Kent: Fresh start for Bennett’s legacy
Many years back Wayne Bennett was at war with the local rugby league reporter, Steve Ricketts, who it must be said did quite an admirable job under somewhat trying circumstances.
It is not easy being the only rugby league reporter on a newspaper where the only coach in town won't talk to you.
Bennett had unique powers as the head coach of the only show in town and understood them fully. All the power was with him as Ricketts, as honest as they come, went to work each day with the unusual pressure of knowing he had a blank page on the back of his newspaper that needed to be filled and a coach that would not answer his questions.
One day Ricketts thought enough already, that it was all fairly juvenile, and approached Bennett for a truce. Bennett knocked him back.
"I think we've been down too many dry gulches together," Bennett said.
Before it finally got resolved they didn't speak for another year.
The NRL is littered with dry gulches. More are being excavated as we speak.
Before Tuesday's press conference began reporters were told that Bennett, shovel in hand, had warned he would not talk about Brisbane and that if a question about the Broncos got raised he would stand and walk out.
You can't blame Bennett for having an honest crack as much as you can't blame reporters for ignoring the request. It is the only story in town at the moment, so reporters have the right to ask the question as much as Bennett has the right not to answer it.
But memory comes with a rose-coloured tint. Bennett seems to understand that as much as anybody.
And so Bennett walked in and behaved exactly as Souths hierarchy and Rabbitohs fans would have hoped. He smiled and charmed and worked had for the cameras, aware history is still being written.
Legacy is important to Bennett. At the height of the speculation earlier this season about Brisbane's interest in Craig Bellamy amid news Bennett was on the way out, which came as a surprise to him at the time, Bennett complained to some reporters that they were "destroying his legacy".
It seemed an odd admission at the time because Bennett always indicated he did not care much for legacy or what others might think of him, often acting accordingly.
For many months after that it was almost like he decided to tear down his reputation all on his own, brick by brick. He has not acted alone, to be sure.
Few within this whole saga have covered themselves in glory.
On Tuesday, though, seemed about new beginnings. Bennett has done enough in the game and intends to do enough in the next few seasons to see a fresh rosy tint wash over the past 12 months.
There is more than enough time.
The more time we have the more we remember the highlights.

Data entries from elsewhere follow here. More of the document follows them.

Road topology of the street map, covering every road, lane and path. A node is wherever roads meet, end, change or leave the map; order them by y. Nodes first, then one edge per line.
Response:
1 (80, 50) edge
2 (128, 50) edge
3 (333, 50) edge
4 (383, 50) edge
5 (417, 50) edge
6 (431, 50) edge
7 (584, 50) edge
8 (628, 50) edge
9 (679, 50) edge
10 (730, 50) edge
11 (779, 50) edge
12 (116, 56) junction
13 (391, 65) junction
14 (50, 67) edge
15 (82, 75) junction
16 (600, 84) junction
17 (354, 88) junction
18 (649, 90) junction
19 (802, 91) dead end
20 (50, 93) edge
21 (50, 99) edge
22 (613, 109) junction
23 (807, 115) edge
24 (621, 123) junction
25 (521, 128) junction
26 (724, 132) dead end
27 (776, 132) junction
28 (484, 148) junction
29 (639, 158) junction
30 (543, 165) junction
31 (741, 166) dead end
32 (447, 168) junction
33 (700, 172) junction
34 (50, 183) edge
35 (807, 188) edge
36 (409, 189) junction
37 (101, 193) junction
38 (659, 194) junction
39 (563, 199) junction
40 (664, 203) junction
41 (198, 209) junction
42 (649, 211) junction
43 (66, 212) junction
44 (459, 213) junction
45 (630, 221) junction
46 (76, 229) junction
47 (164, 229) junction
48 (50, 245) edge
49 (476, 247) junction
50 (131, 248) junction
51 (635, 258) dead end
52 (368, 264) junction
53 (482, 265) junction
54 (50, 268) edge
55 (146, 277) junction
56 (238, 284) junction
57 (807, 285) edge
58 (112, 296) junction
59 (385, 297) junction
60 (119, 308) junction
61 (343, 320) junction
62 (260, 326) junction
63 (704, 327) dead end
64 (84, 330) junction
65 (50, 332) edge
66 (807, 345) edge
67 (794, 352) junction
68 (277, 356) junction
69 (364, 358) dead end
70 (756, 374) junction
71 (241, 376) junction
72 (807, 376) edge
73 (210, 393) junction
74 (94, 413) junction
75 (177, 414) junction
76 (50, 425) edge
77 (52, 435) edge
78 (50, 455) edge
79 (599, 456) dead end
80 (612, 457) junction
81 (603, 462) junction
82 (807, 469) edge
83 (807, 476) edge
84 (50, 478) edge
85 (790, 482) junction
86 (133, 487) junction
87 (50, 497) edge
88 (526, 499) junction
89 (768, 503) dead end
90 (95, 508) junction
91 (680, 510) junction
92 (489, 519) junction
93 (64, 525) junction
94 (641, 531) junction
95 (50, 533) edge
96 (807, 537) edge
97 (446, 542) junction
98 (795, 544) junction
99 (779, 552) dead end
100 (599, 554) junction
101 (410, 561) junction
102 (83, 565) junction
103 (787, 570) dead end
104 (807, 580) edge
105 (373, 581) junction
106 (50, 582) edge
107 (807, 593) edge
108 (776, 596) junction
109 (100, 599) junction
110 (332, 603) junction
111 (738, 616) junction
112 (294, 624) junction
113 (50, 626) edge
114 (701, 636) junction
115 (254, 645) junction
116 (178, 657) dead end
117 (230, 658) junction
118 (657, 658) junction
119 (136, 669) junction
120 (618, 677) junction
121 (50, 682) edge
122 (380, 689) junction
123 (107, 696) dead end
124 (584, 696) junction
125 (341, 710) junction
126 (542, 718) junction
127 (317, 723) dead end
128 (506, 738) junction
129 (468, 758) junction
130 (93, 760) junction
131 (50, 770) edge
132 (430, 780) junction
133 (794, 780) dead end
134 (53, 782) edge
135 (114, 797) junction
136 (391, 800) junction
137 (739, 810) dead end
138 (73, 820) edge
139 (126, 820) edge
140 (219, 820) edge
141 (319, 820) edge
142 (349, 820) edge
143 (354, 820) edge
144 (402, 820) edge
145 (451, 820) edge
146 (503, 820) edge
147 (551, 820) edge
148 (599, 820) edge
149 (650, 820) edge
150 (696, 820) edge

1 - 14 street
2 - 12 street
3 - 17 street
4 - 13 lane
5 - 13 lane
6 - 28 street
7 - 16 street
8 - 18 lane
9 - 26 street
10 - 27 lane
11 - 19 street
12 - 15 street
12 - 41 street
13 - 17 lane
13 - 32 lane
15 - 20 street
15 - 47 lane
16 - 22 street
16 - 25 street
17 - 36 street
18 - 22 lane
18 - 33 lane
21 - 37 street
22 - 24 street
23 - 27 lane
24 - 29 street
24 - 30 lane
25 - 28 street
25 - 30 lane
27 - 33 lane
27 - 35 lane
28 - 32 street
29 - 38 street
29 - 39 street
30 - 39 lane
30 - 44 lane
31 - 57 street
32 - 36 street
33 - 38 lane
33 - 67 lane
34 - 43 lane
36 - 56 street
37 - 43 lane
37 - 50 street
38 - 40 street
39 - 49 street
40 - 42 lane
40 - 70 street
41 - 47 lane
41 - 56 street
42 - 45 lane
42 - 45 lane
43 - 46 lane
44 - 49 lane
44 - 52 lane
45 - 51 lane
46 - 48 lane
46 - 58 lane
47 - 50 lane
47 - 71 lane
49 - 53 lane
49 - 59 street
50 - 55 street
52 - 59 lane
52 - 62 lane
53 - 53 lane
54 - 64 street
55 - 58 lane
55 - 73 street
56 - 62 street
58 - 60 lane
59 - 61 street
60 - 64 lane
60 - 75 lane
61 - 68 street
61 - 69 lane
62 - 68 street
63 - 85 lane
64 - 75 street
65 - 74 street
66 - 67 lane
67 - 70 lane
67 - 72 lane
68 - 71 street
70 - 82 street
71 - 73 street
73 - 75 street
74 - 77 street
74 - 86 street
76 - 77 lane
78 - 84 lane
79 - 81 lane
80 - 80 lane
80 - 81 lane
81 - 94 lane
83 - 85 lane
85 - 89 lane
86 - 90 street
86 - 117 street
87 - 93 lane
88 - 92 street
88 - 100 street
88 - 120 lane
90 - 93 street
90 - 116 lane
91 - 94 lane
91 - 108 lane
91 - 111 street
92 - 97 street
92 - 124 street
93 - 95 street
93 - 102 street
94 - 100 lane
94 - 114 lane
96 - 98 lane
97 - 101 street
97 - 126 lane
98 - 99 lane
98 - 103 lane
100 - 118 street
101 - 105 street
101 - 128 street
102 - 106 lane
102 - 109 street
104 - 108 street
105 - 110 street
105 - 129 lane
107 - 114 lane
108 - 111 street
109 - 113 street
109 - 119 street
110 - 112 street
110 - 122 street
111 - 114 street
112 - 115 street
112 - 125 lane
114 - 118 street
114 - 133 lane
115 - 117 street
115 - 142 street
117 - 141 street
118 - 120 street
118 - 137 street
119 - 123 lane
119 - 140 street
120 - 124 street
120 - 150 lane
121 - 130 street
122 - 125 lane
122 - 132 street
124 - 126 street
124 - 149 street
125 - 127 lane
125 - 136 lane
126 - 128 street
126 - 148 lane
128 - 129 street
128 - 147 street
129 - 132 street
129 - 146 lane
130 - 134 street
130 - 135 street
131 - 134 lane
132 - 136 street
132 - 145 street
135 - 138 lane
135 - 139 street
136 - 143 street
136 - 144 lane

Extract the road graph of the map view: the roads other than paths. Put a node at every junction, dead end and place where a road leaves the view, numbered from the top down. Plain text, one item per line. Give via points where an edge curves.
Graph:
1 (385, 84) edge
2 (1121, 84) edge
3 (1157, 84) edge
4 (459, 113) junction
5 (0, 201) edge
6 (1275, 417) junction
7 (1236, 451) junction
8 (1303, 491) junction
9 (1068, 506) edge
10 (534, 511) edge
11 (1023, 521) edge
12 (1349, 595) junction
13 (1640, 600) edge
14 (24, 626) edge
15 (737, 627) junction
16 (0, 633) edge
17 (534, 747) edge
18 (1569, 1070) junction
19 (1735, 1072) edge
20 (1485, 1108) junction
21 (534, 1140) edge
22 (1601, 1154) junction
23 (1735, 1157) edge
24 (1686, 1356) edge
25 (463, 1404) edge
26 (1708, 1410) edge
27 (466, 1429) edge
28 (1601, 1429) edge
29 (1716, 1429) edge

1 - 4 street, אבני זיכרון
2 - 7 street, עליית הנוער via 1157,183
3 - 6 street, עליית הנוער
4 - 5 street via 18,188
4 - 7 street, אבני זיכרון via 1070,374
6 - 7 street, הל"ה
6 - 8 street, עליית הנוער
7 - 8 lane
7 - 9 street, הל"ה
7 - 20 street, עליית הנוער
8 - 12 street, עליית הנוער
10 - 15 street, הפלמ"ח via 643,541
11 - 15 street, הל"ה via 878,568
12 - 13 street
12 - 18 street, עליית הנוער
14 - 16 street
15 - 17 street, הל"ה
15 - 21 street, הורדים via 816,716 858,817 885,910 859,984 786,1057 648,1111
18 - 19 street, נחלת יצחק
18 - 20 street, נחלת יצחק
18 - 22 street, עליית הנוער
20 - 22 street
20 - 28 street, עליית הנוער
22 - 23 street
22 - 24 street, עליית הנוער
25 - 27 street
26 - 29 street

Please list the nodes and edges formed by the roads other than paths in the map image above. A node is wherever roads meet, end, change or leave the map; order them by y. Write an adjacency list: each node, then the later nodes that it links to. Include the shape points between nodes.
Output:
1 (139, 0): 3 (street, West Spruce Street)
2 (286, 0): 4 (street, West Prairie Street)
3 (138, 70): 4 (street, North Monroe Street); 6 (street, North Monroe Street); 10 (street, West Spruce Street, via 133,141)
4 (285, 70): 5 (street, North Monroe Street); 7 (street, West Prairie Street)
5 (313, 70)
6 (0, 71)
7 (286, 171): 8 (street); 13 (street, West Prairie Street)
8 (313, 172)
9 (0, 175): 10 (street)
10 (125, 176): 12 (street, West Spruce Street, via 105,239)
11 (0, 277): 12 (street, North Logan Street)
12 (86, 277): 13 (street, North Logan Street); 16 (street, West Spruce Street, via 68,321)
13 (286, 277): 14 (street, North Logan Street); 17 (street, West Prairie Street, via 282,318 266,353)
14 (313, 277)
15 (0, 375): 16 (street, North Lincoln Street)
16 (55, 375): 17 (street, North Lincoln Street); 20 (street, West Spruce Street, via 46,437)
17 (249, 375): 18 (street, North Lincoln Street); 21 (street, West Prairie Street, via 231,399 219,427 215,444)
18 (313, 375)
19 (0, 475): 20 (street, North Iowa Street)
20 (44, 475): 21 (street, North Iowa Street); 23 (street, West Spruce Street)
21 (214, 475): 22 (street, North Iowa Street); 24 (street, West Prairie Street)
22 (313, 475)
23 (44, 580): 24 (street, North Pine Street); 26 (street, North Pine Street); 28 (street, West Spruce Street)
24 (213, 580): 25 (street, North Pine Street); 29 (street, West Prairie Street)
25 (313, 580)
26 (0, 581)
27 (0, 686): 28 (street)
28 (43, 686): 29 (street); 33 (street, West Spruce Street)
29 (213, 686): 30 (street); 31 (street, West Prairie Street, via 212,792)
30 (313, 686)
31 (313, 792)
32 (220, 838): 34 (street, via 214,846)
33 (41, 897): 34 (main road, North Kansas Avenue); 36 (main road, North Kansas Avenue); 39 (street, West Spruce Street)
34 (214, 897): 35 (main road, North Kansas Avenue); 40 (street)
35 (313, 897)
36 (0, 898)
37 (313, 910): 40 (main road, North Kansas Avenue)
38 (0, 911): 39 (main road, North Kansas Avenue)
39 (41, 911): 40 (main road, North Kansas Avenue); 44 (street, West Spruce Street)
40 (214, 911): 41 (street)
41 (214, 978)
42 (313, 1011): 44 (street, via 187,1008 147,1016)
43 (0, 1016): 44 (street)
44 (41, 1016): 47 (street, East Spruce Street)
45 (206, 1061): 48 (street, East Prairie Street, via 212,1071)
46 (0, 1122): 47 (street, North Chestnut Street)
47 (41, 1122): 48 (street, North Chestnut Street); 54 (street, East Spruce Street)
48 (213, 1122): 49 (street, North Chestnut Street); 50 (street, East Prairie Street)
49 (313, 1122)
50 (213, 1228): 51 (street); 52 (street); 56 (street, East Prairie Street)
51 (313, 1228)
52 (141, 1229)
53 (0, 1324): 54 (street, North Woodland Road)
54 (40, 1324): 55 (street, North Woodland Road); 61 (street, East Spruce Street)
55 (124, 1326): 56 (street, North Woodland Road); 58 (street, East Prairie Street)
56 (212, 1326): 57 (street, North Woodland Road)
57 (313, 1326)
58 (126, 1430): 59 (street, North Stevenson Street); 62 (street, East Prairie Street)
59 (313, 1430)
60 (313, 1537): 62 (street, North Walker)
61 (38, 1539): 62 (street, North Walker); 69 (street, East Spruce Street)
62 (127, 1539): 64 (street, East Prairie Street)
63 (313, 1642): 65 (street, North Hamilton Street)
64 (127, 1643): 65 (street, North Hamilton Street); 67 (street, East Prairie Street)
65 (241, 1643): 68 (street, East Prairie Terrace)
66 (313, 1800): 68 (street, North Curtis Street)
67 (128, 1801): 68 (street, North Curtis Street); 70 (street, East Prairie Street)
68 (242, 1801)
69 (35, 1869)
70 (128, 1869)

So many backroom conversations have been held throughout Bennett's downfall at Brisbane that the whole truth will never come out. There will be parts of truth and versions of truth, some of which will not marry up.
Bennett knows as much.
"There's a lot of stuff going on behind the scenes which I was never privy to," he said.
"I'm pleased to be here and I'm pleased that I came here on my own terms, in that I didn't have to leave the Broncos, I was sacked … I've got a free conscience.
"But it was never at my instigation. I am pleased I came here on my terms."
Asked if there was anything he wanted to refute in Anthony Seibold's heavy claims on Sunday that ultimately led to Bennett's sacking - that he was talking to Souths players and that he had a hand in Souths' off-season training, among them - he declined.
He confirmed he spoke to Alex Johnston and Damien Cook.
He was happy to be sacked because it allowed him to keep his conscience clear. Already he has forgotten his own part in how ugly it got.
"I made it easy for them last time. I'm not doing it for them this time," he warned in August, and he didn't.
Already, though, the rose tint is blowing in, so much that on Tuesday he was "happy to be sacked".
"It was important to me," he said.
"I have been a team member all my life, I live team, I talk team and some of my team were being isolated and cut out.
"I couldn't walk out on them."
It is part of the story, an insignificant part that over time will be forgotten like much of the past 12 months, with all its ugly backroom negotiations and misleading agendas.
Bennett will never be forgiven in some places.
Too many dry gulches.
But, if we know anything, we know there is more than enough time everywhere else.